Un séisme dans le football italien après l'échec historique
Le football italien est en pleine tourmente. Trois jours seulement après la retentissante défaite en finale des barrages de qualification à la Coupe du monde face à la Bosnie, le sélectionneur Gennaro Gattuso a officiellement démissionné ce vendredi. Cette décision spectaculaire intervient dans la foulée des départs du président de la Fédération Gabriele Gravina et de Gianluigi Buffon, le manager emblématique des Azzurri.
Une rupture d'un commun accord
La Fédération italienne de football a publié un communiqué officiel annonçant la résiliation mutuelle du contrat qui liait l'entraîneur calabrais à la sélection nationale. "La FIGC remercie Gattuso et tout son staff pour le sérieux, le dévouement et la passion dont ils ont fait preuve au cours des neuf derniers mois", peut-on lire dans le texte, qui leur adresse également "ses meilleurs vœux de réussite pour la suite de leur carrière".

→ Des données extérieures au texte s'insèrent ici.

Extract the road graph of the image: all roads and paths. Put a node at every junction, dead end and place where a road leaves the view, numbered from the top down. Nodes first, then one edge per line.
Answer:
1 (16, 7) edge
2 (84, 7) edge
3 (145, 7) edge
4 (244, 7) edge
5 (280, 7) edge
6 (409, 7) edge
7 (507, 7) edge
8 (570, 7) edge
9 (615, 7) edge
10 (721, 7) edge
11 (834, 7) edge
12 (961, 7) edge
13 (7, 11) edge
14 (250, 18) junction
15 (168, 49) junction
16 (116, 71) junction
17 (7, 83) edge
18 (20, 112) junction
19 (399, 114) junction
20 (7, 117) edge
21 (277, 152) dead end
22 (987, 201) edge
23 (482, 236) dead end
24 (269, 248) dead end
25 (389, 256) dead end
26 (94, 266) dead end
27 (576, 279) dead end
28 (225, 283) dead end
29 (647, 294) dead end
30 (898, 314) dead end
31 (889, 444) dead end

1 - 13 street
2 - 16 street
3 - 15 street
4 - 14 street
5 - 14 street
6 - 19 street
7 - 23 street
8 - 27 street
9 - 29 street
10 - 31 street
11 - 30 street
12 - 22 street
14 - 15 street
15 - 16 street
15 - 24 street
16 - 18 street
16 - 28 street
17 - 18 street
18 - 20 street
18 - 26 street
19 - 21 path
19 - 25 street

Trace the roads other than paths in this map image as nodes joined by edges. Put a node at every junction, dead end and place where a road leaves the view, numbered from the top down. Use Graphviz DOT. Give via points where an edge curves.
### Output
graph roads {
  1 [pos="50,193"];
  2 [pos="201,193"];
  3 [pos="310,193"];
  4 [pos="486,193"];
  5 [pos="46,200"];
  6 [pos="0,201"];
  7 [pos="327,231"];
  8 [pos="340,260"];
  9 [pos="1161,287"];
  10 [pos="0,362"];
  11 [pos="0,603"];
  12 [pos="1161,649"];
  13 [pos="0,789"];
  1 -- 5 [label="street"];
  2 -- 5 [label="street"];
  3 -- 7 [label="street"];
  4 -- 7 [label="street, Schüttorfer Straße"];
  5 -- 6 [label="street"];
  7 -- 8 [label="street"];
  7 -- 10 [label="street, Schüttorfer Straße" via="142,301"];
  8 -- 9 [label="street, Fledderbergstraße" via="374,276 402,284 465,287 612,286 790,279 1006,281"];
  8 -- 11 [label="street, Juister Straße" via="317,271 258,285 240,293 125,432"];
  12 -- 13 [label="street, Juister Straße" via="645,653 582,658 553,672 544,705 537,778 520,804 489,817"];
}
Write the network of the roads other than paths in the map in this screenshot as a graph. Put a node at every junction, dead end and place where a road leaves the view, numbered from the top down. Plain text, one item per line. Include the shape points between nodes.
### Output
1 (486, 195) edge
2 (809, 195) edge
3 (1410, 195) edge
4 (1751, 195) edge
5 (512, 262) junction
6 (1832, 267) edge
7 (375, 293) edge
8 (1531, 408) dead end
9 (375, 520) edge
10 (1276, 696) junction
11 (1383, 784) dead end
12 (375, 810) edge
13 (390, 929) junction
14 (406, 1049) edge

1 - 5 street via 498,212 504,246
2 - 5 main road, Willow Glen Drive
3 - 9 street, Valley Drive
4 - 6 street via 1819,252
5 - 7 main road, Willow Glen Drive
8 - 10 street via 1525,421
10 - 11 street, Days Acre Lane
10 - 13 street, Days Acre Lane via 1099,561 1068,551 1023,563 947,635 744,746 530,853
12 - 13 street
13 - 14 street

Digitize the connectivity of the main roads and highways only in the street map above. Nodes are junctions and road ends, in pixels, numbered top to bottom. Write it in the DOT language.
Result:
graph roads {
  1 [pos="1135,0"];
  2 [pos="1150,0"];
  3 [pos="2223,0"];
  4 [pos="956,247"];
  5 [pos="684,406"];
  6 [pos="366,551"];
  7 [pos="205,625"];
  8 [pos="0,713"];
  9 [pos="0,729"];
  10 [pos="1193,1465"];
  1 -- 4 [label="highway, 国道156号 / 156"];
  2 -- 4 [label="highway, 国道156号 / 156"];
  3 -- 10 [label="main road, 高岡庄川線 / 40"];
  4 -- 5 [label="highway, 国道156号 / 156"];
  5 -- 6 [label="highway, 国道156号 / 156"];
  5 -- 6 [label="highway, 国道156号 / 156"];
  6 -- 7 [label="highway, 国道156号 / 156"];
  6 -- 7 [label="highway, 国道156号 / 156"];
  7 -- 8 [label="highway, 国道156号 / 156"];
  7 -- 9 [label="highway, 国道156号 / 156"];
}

Les mots émouvants de Gattuso
De son côté, l'ancien milieu de terrain du Milan AC a exprimé sa profonde déception : "Le cœur lourd, sans avoir atteint l'objectif que nous nous étions fixé, je considère mon expérience sur le banc de la Nazionale comme terminée". Dans des propos empreints d'émotion, il a ajouté : "Le maillot azzurro est le bien le plus précieux qui existe dans le football. Ce fut un honneur de pouvoir diriger la Nazionale et de le faire avec un groupe de garçons qui ont montré de l'engagement et un véritable attachement au maillot".
Un bilan en demi-teinte
Gennaro Gattuso, âgé de 48 ans, occupait le poste de sélectionneur depuis juin 2025. Il avait pris la succession de Luciano Spalletti, limogé après la déroute humiliante de l'Italie à Oslo (3-0) en ouverture des éliminatoires pour le Mondial. Son parcours présente des aspects contrastés :
- Il a réussi à relancer l'équipe avec six victoires en huit matchs
- Il a rétabli une certaine cohésion au sein du groupe
- Mais il a échoué au moment crucial, lors de la dernière marche décisive
Cette défaite en barrages prive une nouvelle fois l'Italie de Coupe du monde, douze longues années après sa dernière participation au tournoi planétaire.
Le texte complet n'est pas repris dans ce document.